Bu, temel soruların yanıtlarını almayı neredeyse imkansız hale getiriyor: Güvenlik programlarım nasıl performans gösteriyor? Tehditlere ne kadar hazırlıklıyız? Performans, tek tip ölçümler, metrikler ve KPI’lardan elde edilmelidir. Ancak şu anda bunlar mevcut değil.
Sokrates’in CPM ile ilgisi de budur. CPM’deki “P”, CISO’nun “kendini tanı” anlayışında merkezi bir ilke haline geldi ve CPM’yi günlük yönetim araç setinin bir parçası haline getirdi. Çünkü bilmek sadece iletişim kurmanın değil, aynı zamanda yönetmenin de ilk adımıdır.
BGBM’de P’yi Ayırmak
“Kendini tanı” ruhuyla “performansı” parçalara ayıralım. CISO’ların neyi bilmesi gerekiyor? Performans dört temel alandan oluşur:
- Güvenlik programları: Kurumsal güvenlik kuruluşları birden fazla ve çeşitli güvenlik programlarını yönetir. Her programın performansını ölçmek için CISO’ların insanları, teknolojiyi ve süreçleri kapsayan bir dizi ölçüm ve KPI’yi değerlendirmesi gerekir. Ancak her programda belirli bir metriğin farklı özelliklere sahip olması muhtemeldir.
- Tehdit değerlendirmesi: CISO’ların belirli tehditlerin olasılığını ve potansiyel hasarını değerlendirerek tehdide hazırlık durumlarını ölçmeleri gerekir.
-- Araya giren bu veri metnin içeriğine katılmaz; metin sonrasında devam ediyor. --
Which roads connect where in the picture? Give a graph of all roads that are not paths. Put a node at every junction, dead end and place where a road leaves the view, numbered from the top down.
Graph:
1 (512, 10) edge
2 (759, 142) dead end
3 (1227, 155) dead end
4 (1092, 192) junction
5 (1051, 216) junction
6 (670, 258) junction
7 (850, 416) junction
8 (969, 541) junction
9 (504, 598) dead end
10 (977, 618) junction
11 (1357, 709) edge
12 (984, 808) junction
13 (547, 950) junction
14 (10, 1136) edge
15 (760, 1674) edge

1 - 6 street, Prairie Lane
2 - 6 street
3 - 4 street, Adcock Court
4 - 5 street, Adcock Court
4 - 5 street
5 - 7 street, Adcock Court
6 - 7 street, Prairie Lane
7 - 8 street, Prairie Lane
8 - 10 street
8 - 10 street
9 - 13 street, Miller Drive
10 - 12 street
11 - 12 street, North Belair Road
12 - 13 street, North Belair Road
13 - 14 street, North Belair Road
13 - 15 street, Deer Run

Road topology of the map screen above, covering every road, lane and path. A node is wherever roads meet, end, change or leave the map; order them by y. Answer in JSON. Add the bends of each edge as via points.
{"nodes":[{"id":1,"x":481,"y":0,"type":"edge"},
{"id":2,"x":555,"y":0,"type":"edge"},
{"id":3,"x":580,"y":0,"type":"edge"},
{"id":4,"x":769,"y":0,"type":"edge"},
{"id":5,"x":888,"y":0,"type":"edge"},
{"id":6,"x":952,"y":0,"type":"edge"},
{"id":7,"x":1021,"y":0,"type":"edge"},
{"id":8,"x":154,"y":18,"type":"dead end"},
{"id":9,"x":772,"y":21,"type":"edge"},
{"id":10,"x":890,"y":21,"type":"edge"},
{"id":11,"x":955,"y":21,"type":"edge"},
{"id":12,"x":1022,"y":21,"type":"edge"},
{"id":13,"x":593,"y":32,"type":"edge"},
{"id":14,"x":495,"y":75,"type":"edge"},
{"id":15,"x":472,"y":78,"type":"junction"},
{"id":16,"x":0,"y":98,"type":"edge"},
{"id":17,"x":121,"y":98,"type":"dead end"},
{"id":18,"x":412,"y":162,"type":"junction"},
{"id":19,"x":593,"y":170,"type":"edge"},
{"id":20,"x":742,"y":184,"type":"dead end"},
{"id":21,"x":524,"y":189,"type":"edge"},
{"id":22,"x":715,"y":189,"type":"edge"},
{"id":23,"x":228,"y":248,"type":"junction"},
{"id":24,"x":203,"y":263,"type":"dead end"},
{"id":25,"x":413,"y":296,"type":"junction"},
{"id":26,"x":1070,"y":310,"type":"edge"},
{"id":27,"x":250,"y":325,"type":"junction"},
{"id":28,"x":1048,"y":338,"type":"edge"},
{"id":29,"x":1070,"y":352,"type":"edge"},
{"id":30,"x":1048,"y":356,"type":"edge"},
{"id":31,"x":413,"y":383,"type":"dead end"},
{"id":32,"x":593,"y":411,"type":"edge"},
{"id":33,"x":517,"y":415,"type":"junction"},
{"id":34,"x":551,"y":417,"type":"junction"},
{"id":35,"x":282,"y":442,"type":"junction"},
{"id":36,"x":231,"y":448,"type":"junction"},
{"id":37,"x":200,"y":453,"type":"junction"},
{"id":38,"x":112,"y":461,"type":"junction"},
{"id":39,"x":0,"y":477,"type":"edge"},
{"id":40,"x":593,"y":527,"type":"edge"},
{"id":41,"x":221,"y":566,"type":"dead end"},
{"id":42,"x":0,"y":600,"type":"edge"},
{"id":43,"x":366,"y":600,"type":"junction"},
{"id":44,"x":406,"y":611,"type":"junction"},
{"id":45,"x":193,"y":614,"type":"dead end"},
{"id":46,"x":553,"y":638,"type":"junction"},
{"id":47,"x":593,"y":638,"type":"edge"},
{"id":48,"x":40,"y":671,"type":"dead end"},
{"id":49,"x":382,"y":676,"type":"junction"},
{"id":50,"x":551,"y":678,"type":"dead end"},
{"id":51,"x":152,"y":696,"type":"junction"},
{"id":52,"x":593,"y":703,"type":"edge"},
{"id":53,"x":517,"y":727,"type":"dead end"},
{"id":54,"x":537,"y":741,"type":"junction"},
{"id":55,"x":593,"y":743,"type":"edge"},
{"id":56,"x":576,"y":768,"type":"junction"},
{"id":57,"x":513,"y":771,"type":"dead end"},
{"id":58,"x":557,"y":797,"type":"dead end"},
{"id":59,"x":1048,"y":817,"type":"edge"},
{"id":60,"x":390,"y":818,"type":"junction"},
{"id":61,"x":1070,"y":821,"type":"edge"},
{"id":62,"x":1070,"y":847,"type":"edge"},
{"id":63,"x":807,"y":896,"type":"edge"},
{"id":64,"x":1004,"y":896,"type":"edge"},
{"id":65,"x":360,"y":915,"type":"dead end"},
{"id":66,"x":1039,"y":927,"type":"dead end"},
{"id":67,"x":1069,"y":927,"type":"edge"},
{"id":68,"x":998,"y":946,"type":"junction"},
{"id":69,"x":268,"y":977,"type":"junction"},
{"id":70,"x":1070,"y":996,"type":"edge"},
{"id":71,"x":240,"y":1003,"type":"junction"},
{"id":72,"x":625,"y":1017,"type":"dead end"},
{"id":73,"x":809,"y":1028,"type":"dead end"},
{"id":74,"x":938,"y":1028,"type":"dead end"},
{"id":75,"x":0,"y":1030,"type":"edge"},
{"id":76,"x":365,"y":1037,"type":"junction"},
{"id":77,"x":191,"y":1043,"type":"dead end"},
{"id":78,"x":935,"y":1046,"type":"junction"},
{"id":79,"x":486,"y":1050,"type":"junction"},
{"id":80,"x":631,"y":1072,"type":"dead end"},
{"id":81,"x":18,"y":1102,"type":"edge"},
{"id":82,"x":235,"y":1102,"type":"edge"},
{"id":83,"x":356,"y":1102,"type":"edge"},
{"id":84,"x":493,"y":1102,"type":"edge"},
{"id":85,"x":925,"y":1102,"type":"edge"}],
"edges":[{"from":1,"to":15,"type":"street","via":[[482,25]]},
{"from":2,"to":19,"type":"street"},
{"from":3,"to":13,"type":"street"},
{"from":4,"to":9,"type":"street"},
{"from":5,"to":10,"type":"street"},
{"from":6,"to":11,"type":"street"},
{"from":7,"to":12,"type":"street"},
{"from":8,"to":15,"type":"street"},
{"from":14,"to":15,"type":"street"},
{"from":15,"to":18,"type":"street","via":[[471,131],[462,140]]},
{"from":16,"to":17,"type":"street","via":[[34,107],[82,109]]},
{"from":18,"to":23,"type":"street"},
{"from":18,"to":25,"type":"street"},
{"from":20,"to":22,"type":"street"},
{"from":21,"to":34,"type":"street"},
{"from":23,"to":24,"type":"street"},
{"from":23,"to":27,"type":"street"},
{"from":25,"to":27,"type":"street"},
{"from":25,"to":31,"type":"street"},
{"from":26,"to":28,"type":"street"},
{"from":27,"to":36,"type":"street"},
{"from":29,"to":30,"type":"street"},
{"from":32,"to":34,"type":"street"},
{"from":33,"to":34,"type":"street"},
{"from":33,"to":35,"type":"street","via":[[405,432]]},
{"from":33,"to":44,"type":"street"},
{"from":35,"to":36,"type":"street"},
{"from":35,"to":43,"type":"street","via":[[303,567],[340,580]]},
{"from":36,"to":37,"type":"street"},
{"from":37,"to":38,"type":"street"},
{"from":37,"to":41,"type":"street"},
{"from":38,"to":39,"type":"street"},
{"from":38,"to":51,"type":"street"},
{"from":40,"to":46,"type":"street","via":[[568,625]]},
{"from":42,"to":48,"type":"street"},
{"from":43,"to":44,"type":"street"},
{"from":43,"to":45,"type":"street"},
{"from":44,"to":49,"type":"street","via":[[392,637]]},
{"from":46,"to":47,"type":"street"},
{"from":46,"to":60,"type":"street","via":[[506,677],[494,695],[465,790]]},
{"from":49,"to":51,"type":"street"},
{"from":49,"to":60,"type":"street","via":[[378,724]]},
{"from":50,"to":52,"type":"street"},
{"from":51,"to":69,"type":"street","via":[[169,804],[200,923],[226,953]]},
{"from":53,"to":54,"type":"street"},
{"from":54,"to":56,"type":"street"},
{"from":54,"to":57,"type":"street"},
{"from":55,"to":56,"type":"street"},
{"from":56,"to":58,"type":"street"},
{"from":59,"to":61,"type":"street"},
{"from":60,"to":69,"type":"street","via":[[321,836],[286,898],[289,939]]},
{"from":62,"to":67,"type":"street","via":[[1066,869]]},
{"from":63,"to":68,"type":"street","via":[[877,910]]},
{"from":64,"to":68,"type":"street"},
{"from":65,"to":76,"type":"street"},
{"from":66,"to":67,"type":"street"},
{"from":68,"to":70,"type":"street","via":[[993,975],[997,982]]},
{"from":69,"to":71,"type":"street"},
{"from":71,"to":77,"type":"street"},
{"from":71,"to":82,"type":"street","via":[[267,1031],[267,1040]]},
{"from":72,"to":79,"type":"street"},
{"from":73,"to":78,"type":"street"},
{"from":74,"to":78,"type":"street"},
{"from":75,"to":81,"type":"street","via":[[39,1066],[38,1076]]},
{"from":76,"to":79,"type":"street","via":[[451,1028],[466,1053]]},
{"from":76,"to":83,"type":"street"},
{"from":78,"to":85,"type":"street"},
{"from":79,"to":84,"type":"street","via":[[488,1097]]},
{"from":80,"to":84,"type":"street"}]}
Bir tehdidi değerlendirmek için tehdit vektörüne ilişkin ölçümleri tanımlamaları, çeşitli güvenlik programlarından gelen verileri ilişkilendirmeleri ve son olarak hazır olup olmadıklarını değerlendirmeleri gerekir. Ancak hâlâ hazır olma durumunu ölçmek için tek tip bir standarda sahip değiliz.
- Kontrol etkinliği: Güvenlik kuruluşlarının yüzlerce kontrol sağlayan onlarca güvenlik ürünü bulunmaktadır. Yakın zamana kadar CISO’ların kontrollerin yürürlükte olduğunu onaylamak için yalnızca “kutuyu işaretlemeleri” gerekiyordu. Bugün, kontrollerin tam olarak nasıl konuşlandırıldığını ve yapılandırıldığını bilmeleri bekleniyor; bunların genel performans üzerindeki spesifik etkilerinden bahsetmeye bile gerek yok.
- Özelleştirme: Güvenlik liderleri, çeşitli anlık proje ve politikalar için ölçüm ve ölçümlerden yararlanma esnekliğine ihtiyaç duyar. Örneğin, kuruluş bir EDR’den diğerine geçiş yapıyorsa ekibin çalışmalarını engellemeden ilerlemeyi nasıl takip edeceklerini bilmeleri gerekir. Veya yeni bir güvenlik açığı yönetim ekibini işe alırken ekibin katkısını nasıl takip edeceklerini bilmeleri gerekir.
Birleşik, İşbirlikçi Bir Güvenlik Organizasyonuna Doğru
Güvenlik liderlerinin, içgörüleri paylaşarak, daha gerçekçi hedefler tanımlayarak ve ilerlemeyi takip ederek daha birleşik ve işbirliğine dayalı bir güvenlik organizasyonu oluşturmak için CPM’deki P’den yararlanması gerekir.
Tıpkı Sokrates’in bizi kendimizi tanımaya teşvik ettiği gibi, güvenlik liderlerinin de performansın rolünü yeniden düşünmesinin zamanı geldi. Artık yeterli değil rapor performans — daha iyi yönetim için de bundan yararlanmanın zamanı geldi. Güvenlik liderleri, CPM’de P’ye odaklanarak hem siber güvenlik operasyonlarını hem de genel güvenlik performansını önemli ölçüde artırabilir.